*** Opening Exercise inputs ***
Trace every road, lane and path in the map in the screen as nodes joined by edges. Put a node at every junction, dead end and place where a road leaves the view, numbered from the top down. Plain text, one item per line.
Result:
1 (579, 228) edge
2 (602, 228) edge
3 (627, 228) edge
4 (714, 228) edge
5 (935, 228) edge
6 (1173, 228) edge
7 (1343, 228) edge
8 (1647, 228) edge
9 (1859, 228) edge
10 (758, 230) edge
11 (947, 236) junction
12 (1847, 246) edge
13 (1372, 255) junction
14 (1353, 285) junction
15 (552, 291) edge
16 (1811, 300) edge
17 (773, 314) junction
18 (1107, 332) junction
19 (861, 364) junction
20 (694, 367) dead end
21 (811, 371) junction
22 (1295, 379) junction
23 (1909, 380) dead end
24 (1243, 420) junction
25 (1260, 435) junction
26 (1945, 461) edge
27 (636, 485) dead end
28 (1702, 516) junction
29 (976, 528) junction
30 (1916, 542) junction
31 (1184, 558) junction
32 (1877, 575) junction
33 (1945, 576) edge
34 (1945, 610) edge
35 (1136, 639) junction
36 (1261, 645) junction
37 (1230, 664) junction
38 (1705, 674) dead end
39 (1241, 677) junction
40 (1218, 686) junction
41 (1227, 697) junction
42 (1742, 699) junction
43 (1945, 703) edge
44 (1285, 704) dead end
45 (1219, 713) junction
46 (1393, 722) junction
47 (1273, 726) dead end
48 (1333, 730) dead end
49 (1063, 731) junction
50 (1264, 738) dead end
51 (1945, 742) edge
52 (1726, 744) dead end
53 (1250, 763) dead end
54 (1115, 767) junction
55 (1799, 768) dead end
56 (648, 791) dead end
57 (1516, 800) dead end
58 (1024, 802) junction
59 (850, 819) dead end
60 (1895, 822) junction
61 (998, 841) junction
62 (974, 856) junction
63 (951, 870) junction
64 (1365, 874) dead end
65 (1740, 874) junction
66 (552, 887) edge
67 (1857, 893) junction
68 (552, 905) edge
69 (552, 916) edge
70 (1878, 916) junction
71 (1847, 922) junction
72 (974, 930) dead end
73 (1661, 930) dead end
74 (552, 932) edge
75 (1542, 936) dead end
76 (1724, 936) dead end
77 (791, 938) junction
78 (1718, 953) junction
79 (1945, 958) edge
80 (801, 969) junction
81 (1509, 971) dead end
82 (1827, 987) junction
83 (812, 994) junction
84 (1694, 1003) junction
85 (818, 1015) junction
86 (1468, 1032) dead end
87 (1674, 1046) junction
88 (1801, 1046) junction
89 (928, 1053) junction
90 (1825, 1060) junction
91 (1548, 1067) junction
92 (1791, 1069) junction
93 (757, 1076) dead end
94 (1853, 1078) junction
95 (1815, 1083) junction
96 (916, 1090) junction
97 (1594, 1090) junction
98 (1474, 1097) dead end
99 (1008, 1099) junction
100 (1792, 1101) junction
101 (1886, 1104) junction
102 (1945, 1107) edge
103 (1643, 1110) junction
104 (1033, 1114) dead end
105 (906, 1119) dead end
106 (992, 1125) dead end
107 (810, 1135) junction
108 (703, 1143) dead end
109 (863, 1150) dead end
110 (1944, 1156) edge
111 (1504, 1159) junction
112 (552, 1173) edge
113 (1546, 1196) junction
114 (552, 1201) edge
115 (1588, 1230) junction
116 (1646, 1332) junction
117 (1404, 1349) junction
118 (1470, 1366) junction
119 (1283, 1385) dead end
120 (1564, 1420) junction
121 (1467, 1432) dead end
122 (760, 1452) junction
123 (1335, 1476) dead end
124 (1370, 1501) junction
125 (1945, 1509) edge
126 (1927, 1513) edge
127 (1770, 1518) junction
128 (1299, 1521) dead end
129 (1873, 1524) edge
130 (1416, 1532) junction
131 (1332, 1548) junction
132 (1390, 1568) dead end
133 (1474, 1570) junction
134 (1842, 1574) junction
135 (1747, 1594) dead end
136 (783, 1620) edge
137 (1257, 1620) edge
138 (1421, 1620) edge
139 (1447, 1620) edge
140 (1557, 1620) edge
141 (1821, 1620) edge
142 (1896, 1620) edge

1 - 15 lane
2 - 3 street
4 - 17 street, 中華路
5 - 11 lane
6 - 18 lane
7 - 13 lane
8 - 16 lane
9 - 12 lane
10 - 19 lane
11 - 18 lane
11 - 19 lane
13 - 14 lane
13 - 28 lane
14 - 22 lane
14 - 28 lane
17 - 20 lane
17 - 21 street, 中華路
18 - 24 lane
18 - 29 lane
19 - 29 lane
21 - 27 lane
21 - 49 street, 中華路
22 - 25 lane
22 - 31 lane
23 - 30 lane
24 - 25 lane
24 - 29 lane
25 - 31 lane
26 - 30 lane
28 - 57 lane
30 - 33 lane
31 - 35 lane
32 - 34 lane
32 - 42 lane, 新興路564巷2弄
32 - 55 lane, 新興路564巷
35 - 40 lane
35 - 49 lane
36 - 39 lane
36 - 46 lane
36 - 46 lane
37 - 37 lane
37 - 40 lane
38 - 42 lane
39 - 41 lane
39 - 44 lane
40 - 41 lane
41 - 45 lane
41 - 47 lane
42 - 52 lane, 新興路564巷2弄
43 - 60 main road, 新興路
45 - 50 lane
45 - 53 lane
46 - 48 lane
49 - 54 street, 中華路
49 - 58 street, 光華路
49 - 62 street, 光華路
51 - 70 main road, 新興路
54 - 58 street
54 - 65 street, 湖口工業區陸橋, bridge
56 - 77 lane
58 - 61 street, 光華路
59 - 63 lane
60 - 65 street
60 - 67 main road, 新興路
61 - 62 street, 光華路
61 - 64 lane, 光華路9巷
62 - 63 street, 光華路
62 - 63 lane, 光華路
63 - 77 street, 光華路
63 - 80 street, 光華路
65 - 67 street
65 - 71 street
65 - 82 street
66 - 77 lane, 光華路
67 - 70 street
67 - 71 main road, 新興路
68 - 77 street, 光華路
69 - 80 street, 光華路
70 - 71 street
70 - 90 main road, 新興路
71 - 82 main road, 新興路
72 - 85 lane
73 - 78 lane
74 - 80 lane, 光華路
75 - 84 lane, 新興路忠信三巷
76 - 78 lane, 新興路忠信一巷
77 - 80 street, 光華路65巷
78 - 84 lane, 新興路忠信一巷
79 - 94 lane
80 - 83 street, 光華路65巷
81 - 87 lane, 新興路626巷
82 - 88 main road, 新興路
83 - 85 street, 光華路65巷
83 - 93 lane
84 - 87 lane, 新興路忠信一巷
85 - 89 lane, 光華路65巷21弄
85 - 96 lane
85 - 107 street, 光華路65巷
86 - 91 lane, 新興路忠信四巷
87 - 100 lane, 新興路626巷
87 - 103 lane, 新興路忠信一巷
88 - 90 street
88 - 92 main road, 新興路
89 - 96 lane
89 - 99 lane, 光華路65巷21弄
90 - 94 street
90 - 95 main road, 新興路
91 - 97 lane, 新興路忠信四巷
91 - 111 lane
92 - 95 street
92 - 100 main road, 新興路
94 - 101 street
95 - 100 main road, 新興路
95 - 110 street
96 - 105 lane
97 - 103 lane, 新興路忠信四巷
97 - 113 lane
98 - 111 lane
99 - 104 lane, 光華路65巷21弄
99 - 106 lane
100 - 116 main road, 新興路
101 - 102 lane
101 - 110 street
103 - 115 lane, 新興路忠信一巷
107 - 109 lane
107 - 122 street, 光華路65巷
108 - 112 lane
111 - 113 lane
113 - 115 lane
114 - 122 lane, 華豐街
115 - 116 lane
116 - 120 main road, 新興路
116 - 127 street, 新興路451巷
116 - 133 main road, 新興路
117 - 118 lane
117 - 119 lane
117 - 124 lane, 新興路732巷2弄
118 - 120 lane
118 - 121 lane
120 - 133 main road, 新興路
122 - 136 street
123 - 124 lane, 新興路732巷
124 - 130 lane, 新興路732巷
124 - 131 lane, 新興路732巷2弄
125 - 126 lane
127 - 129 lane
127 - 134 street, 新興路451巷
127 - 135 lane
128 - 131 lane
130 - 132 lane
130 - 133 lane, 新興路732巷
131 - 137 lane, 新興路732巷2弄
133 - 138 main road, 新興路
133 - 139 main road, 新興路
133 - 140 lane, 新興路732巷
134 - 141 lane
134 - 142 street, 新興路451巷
*** Closing Exercise inputs ***
_Problem to work on_
Using the records above, copy each line that contains "新興路忠信一巷".

_Result of the task_
76 - 78 lane, 新興路忠信一巷
78 - 84 lane, 新興路忠信一巷
84 - 87 lane, 新興路忠信一巷
87 - 103 lane, 新興路忠信一巷
103 - 115 lane, 新興路忠信一巷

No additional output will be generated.